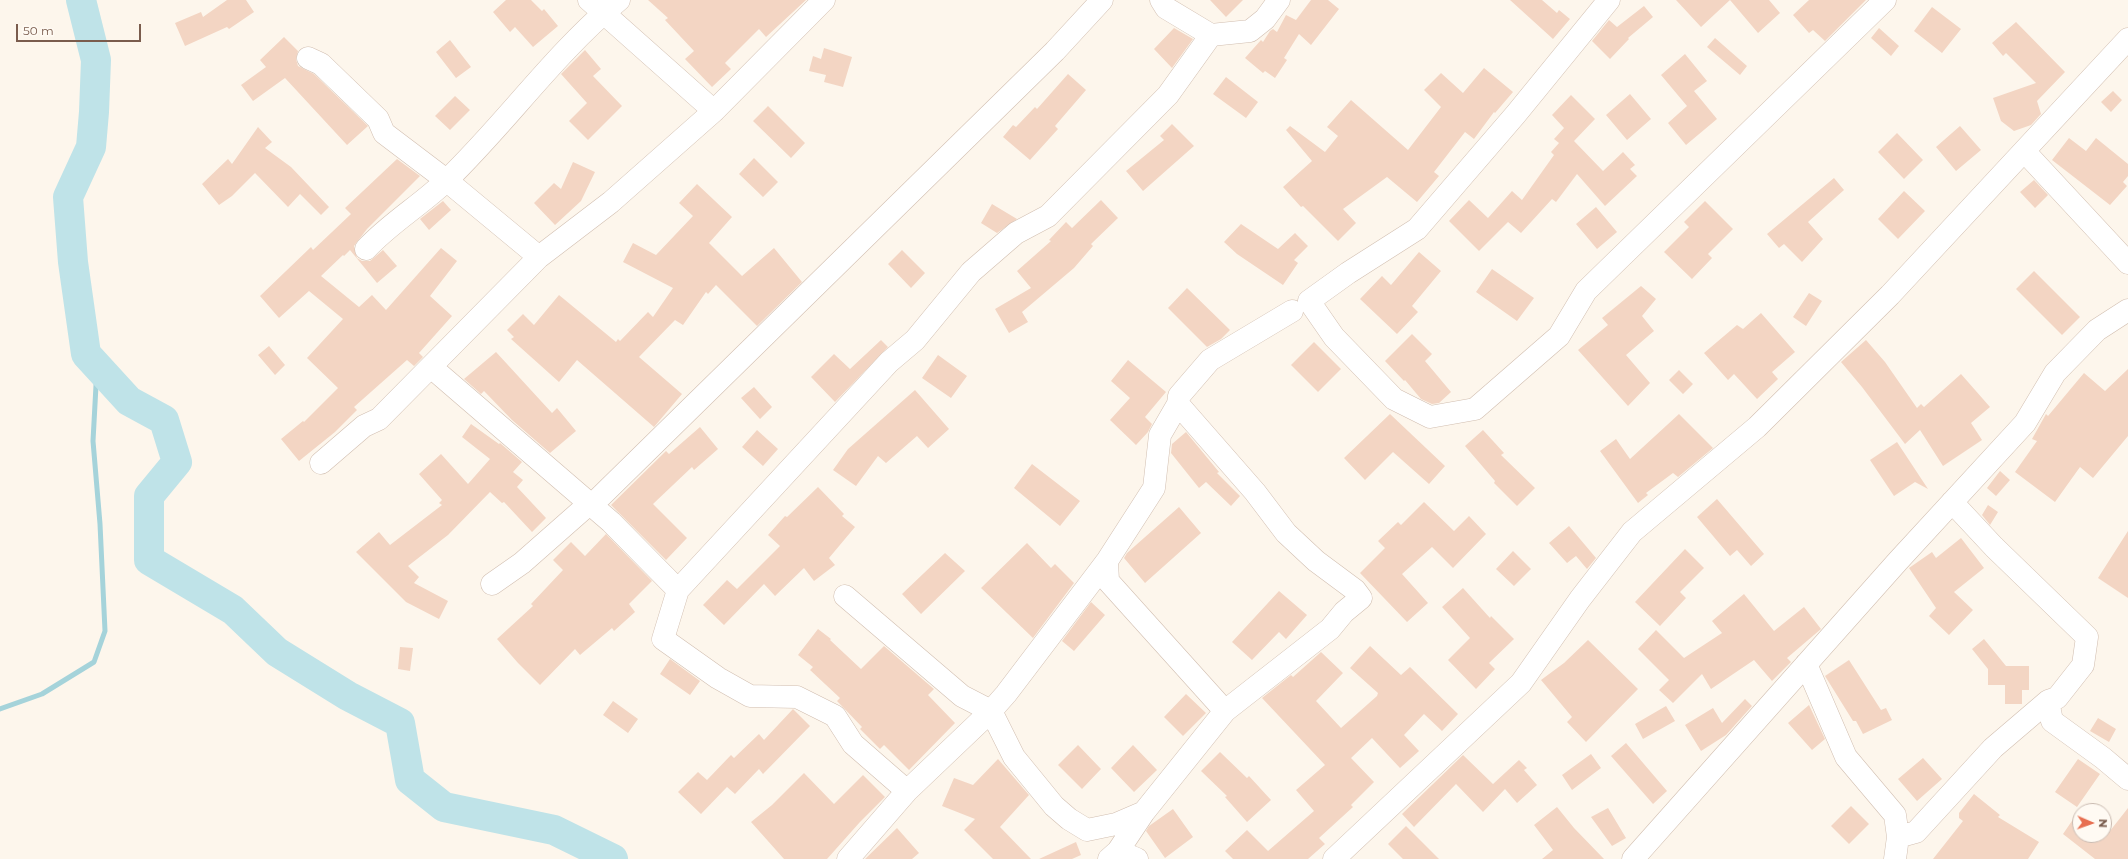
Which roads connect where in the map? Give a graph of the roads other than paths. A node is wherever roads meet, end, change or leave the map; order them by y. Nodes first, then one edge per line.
1 (824, 0) edge
2 (1102, 0) edge
3 (1161, 0) edge
4 (1279, 0) edge
5 (1609, 0) edge
6 (1885, 0) edge
7 (604, 4) edge
8 (1211, 35) junction
9 (2128, 39) edge
10 (308, 58) dead end
11 (714, 111) junction
12 (2025, 152) junction
13 (446, 180) junction
14 (366, 249) dead end
15 (539, 257) junction
16 (2128, 264) edge
17 (2128, 310) edge
18 (1292, 311) dead end
19 (431, 367) junction
20 (1178, 404) junction
21 (321, 463) dead end
22 (1952, 502) junction
23 (589, 504) junction
24 (1107, 561) junction
25 (492, 584) dead end
26 (678, 590) junction
27 (845, 596) dead end
28 (1806, 664) junction
29 (2048, 701) junction
30 (991, 711) junction
31 (1225, 711) junction
32 (2128, 779) edge
33 (907, 791) junction
34 (1144, 812) junction
35 (1898, 838) junction
36 (1113, 855) edge
37 (1341, 855) edge
38 (848, 859) edge
39 (1137, 859) edge
40 (1633, 859) edge
41 (1896, 859) edge

1 - 11 street
2 - 23 street
3 - 8 street
4 - 8 street
5 - 6 street
7 - 11 street
7 - 13 street
8 - 26 street
9 - 12 street
10 - 13 street
11 - 15 street
12 - 16 street
12 - 37 street
13 - 14 street
13 - 15 street
15 - 19 street
17 - 22 street
18 - 20 street
19 - 21 street
19 - 23 street
20 - 24 street
20 - 31 street
22 - 28 street
22 - 29 street
23 - 25 street
23 - 26 street
24 - 30 street
24 - 31 street
26 - 33 street
27 - 30 street
28 - 35 street
28 - 40 street
29 - 32 street
29 - 35 street
30 - 33 street
30 - 34 street
31 - 34 street
33 - 38 street
34 - 36 street
35 - 41 street
36 - 39 street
——————
:: Exercise ::
An exact copy of the listing above is to be set down, with no pictures in it.

:: Response ::
Which roads connect where in the map? Give a graph of the roads other than paths. A node is wherever roads meet, end, change or leave the map; order them by y. Nodes first, then one edge per line.
1 (824, 0) edge
2 (1102, 0) edge
3 (1161, 0) edge
4 (1279, 0) edge
5 (1609, 0) edge
6 (1885, 0) edge
7 (604, 4) edge
8 (1211, 35) junction
9 (2128, 39) edge
10 (308, 58) dead end
11 (714, 111) junction
12 (2025, 152) junction
13 (446, 180) junction
14 (366, 249) dead end
15 (539, 257) junction
16 (2128, 264) edge
17 (2128, 310) edge
18 (1292, 311) dead end
19 (431, 367) junction
20 (1178, 404) junction
21 (321, 463) dead end
22 (1952, 502) junction
23 (589, 504) junction
24 (1107, 561) junction
25 (492, 584) dead end
26 (678, 590) junction
27 (845, 596) dead end
28 (1806, 664) junction
29 (2048, 701) junction
30 (991, 711) junction
31 (1225, 711) junction
32 (2128, 779) edge
33 (907, 791) junction
34 (1144, 812) junction
35 (1898, 838) junction
36 (1113, 855) edge
37 (1341, 855) edge
38 (848, 859) edge
39 (1137, 859) edge
40 (1633, 859) edge
41 (1896, 859) edge

1 - 11 street
2 - 23 street
3 - 8 street
4 - 8 street
5 - 6 street
7 - 11 street
7 - 13 street
8 - 26 street
9 - 12 street
10 - 13 street
11 - 15 street
12 - 16 street
12 - 37 street
13 - 14 street
13 - 15 street
15 - 19 street
17 - 22 street
18 - 20 street
19 - 21 street
19 - 23 street
20 - 24 street
20 - 31 street
22 - 28 street
22 - 29 street
23 - 25 street
23 - 26 street
24 - 30 street
24 - 31 street
26 - 33 street
27 - 30 street
28 - 35 street
28 - 40 street
29 - 32 street
29 - 35 street
30 - 33 street
30 - 34 street
31 - 34 street
33 - 38 street
34 - 36 street
35 - 41 street
36 - 39 street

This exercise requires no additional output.